> _Action item_: Each image should be skipped while the records are restated word for word.

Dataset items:
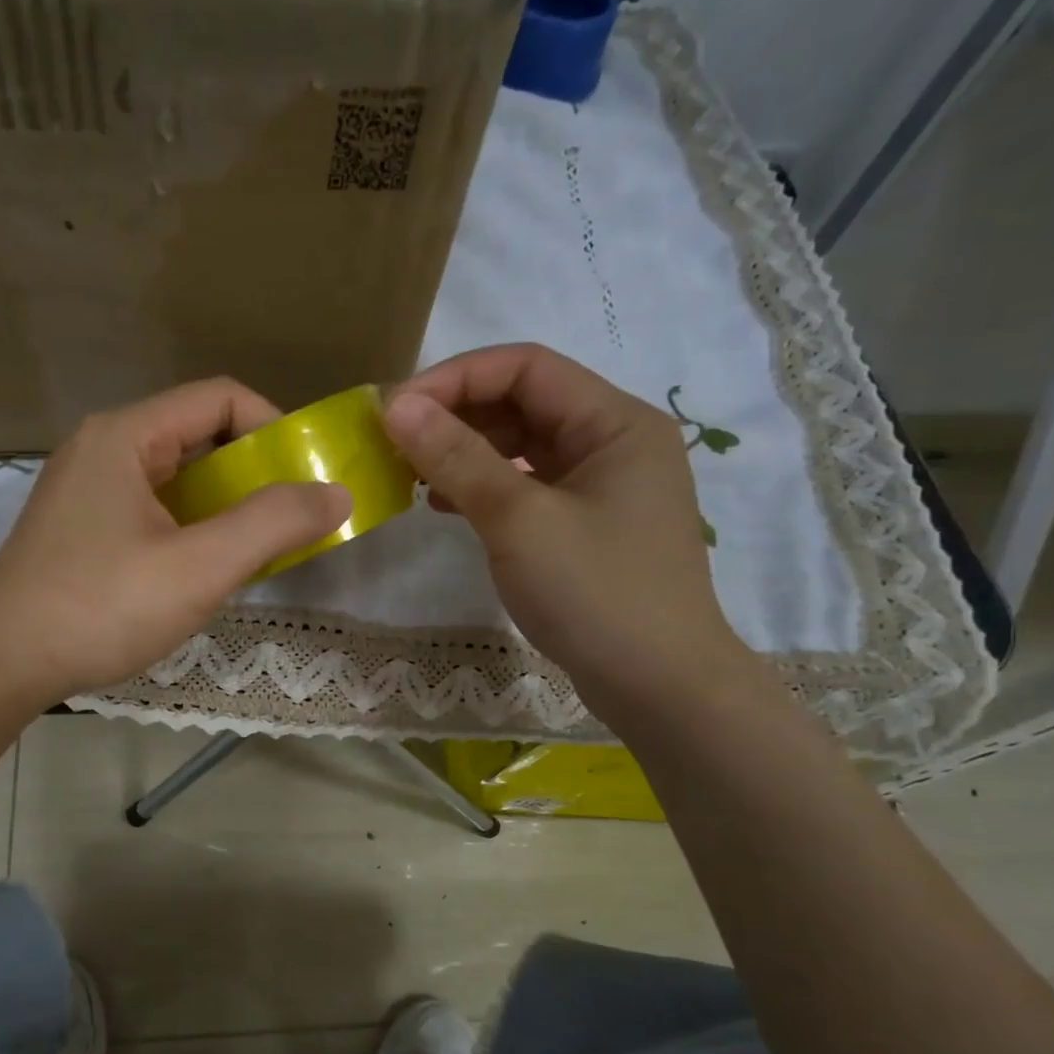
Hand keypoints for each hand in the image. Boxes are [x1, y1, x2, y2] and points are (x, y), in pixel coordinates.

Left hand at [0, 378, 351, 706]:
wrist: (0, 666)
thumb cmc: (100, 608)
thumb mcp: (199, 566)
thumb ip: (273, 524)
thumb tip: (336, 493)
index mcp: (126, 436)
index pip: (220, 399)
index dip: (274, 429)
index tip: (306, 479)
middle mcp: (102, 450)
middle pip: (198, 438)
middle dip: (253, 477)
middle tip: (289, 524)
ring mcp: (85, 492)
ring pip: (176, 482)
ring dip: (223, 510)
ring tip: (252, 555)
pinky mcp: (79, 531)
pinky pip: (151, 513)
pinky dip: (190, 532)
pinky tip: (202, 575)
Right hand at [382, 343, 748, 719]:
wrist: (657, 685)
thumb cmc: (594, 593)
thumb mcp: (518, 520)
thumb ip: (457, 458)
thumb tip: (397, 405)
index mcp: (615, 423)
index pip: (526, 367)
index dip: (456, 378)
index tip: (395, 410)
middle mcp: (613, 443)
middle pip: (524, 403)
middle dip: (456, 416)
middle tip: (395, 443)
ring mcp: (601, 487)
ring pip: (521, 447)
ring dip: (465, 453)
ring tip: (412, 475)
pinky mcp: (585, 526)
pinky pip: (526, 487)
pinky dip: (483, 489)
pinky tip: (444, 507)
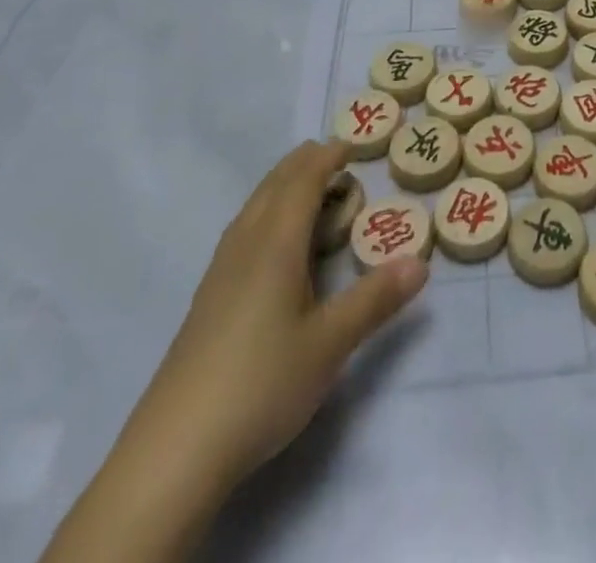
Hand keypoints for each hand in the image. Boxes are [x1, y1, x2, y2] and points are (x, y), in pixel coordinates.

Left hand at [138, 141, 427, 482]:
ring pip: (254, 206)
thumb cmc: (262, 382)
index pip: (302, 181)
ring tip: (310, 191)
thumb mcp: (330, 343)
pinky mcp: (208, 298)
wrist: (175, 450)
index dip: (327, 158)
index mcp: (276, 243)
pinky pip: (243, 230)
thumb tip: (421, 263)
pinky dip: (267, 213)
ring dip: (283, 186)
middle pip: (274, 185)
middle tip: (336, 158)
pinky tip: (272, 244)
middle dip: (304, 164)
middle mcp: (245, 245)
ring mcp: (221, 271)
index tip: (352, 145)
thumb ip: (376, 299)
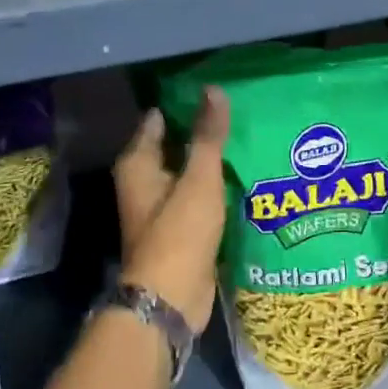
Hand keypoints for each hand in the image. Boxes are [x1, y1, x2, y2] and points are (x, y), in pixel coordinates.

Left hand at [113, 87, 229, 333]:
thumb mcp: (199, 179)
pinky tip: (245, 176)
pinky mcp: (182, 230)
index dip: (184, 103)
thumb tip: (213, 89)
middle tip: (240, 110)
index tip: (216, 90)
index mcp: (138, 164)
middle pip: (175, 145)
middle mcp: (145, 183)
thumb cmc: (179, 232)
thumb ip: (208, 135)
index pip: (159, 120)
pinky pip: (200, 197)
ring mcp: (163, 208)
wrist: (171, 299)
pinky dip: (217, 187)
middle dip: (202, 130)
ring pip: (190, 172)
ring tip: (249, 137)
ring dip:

> _Exercise answer_:
Hand keypoints for each hand in the image. Boxes are [x1, y1, x2, y2] and points are (x, y), in pixel coordinates.

Left hand at [0, 378, 351, 706]:
wrist: (0, 666)
thumb cmc: (100, 608)
thumb mcp: (199, 566)
thumb ip: (273, 524)
thumb tip: (336, 493)
index mcp: (126, 436)
index pip: (220, 399)
index dip: (274, 429)
index tip: (306, 479)
middle mcp: (102, 450)
middle pip: (198, 438)
middle dip: (253, 477)
middle tip: (289, 524)
ring mcp: (85, 492)
ring pip: (176, 482)
ring dip: (223, 510)
ring tip: (252, 555)
pinky mcp: (79, 531)
pinky pip: (151, 513)
pinky dip: (190, 532)
pinky tip: (202, 575)
Right hand at [382, 343, 748, 719]:
wrist: (657, 685)
thumb cmc: (594, 593)
thumb mcp: (518, 520)
thumb ip: (457, 458)
thumb tip: (397, 405)
index mcp: (615, 423)
index pip: (526, 367)
index dip: (456, 378)
index tip: (395, 410)
middle mcp: (613, 443)
middle pip: (524, 403)
middle dip: (456, 416)
middle tip: (395, 443)
ring mcp: (601, 487)
ring pip: (521, 447)
ring dip: (465, 453)
ring tip: (412, 475)
pinky mcp: (585, 526)
pinky pip: (526, 487)
pinky dip: (483, 489)
pinky tip: (444, 507)
Hand keypoints for each hand in the image. Boxes are [x1, y1, x2, y2] and points are (x, y), in pixel coordinates.

Left hand at [138, 141, 427, 482]:
ring pip: (254, 206)
thumb cmc: (262, 382)
index pip: (302, 181)
ring tip: (310, 191)
thumb mcp: (330, 343)
pinky mcp: (208, 298)
wrist: (175, 450)
index dip: (327, 158)
index mcp: (276, 243)
pinky pip: (243, 230)
thumb tip: (421, 263)
pinky dip: (267, 213)
ring dip: (283, 186)
middle pip: (274, 185)
middle tip: (336, 158)
pinky tip: (272, 244)
middle dip: (304, 164)
middle mcp: (245, 245)
ring mcp: (221, 271)
index tip: (352, 145)
thumb ip: (376, 299)
Hand keypoints for each hand in the image. Boxes are [x1, y1, x2, y2] and points are (x, y), in pixel coordinates.

Left hand at [113, 87, 229, 333]:
thumb mcp: (199, 179)
pinky tip: (245, 176)
pinky mcp: (182, 230)
index dip: (184, 103)
thumb tip: (213, 89)
middle tip: (240, 110)
index tip: (216, 90)
index mcp: (138, 164)
middle pip: (175, 145)
middle mcp: (145, 183)
thumb cmc: (179, 232)
thumb ip: (208, 135)
index pip: (159, 120)
pinky pip: (200, 197)
ring mcp: (163, 208)
wrist: (171, 299)
pinky dip: (217, 187)
middle dip: (202, 130)
ring pip: (190, 172)
ring tip: (249, 137)
ring dip:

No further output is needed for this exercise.